彼女の左手は冷気に包まれ、凍りついていた。息を荒げている彼女の姿。ファムナは自分の腕を必死に抑えつけながら答える

「……ハァ、…ハァ、…だい、じょうぶ…ッ!」

そして、先にいる竜を睨め付ける。

「……もう……いけるッ!近づいて…ッ!」

炎吹き荒れる魔竜の元へと進めという少女。

「……ゼロ距離で、…放つッ!」



『グゥオ◾️◾️オァァ◾️アッ』

竜の咆哮がまた一段と強くなる。

魔炎竜ザラクフェードのギアが一段上がった。

周りに生成される炎の色がより濃くなる。それらは雨のようにこちらへと絶え間なく降り注ぐ。


「……ッ!良いだろうッ!宣言通りお前をあのトカゲの喉元まで連れていってやるッ!」

イランの体が黒へ覆われてゆく。

残り少ない魔力を振り絞り、身体を動かす。

彼女をあの竜の元へ送り届けるために。



『◾️ァャァア◾️◾️アァアッ◾️◾️』


目の前に迫るは紅一色。その熱は彼らの肌を焼き焦がさんと差し迫る。イランはそれを正面から受け止める。

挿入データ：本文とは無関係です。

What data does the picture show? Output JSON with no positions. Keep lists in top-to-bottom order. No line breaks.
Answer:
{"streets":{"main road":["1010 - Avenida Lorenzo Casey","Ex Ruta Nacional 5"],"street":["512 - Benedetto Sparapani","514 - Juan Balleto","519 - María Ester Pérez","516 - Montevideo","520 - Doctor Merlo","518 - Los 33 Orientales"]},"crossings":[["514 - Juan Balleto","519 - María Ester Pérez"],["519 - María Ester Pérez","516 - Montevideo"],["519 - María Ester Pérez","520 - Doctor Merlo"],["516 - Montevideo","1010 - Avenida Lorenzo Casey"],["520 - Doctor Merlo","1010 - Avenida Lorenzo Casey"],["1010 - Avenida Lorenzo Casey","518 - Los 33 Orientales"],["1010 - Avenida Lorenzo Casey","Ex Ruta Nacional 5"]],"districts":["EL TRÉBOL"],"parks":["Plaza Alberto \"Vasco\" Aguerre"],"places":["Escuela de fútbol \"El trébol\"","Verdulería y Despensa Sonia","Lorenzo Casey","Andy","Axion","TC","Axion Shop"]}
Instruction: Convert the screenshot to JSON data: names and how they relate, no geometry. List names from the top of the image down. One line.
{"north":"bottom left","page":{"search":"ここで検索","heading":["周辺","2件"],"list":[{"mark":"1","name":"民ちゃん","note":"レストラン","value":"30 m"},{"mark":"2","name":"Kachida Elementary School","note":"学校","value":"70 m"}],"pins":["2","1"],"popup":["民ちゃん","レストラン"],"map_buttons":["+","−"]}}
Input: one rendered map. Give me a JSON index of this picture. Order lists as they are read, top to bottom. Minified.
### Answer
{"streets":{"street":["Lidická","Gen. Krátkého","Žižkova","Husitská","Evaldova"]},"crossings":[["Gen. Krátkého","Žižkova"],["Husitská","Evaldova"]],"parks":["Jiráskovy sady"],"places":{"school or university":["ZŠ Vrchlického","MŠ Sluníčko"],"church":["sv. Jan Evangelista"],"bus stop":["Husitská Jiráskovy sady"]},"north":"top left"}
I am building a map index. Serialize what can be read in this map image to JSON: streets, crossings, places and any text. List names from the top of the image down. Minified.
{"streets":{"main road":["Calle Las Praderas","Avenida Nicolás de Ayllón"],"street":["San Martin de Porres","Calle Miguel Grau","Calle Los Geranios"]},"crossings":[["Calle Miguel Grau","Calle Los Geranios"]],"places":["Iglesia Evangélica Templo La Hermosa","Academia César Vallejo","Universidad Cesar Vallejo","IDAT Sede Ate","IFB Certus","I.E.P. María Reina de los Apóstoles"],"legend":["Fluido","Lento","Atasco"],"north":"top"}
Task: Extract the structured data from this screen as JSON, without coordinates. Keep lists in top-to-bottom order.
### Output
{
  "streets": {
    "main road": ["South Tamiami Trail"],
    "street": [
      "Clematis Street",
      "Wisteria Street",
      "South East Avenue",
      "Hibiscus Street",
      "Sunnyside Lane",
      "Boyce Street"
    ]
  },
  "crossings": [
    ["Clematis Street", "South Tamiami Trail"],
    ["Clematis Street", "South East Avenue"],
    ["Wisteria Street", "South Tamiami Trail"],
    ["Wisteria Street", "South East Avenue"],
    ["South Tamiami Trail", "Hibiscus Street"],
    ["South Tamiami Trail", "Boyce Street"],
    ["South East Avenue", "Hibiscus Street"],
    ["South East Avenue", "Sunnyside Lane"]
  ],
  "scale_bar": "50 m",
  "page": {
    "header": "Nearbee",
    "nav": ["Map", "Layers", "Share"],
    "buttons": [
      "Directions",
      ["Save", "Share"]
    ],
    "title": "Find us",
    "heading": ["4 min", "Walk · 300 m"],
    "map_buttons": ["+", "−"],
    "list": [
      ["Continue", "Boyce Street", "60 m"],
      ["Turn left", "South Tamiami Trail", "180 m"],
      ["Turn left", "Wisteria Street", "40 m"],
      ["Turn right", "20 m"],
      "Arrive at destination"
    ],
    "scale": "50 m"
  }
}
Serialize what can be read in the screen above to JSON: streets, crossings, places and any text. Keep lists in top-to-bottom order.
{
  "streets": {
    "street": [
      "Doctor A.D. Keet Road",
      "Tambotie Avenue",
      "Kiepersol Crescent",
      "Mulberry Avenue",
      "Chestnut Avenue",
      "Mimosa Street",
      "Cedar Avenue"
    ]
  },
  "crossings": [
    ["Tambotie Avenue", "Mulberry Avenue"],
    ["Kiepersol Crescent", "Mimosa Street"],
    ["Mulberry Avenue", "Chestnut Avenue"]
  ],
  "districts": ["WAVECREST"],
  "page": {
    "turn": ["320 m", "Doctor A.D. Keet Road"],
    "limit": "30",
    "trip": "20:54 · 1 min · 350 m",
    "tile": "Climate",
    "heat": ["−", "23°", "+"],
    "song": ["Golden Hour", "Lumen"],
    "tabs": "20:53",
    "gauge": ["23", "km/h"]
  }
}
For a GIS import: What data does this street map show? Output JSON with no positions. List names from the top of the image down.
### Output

炎が晴れたその先には、黒鉄が溶け皮膚が焼け焦げているイランの姿………()()だった。

「コフッ……トカゲは学習せん生き物だなぁッ!」



喉元。

炎が放たれる前にイランがすでに彼女をその喉元へと放っていた。

その巨大な竜からは死角となる顎の下で、その鱗へ触れながら彼女は唱える。



『その魔術の名前はね––––



「凍って–––––


––––《ブリニクル》』ッッ!」


その瞬間、竜を取り巻く熱は消え、そこにあったのは巨大な氷像だった。

氷の結晶を周囲に振り撒き、キラキラと輝いている。美しい氷の彫像。


魔竜の鱗は魔力が高圧縮されて結晶化したもの。故に魔術への耐性は抜群。

だがそれすらも……属性の相性も種族の差も全て押さえつけて彼女は魔炎竜を停止させてみせた。凍らせて見せた。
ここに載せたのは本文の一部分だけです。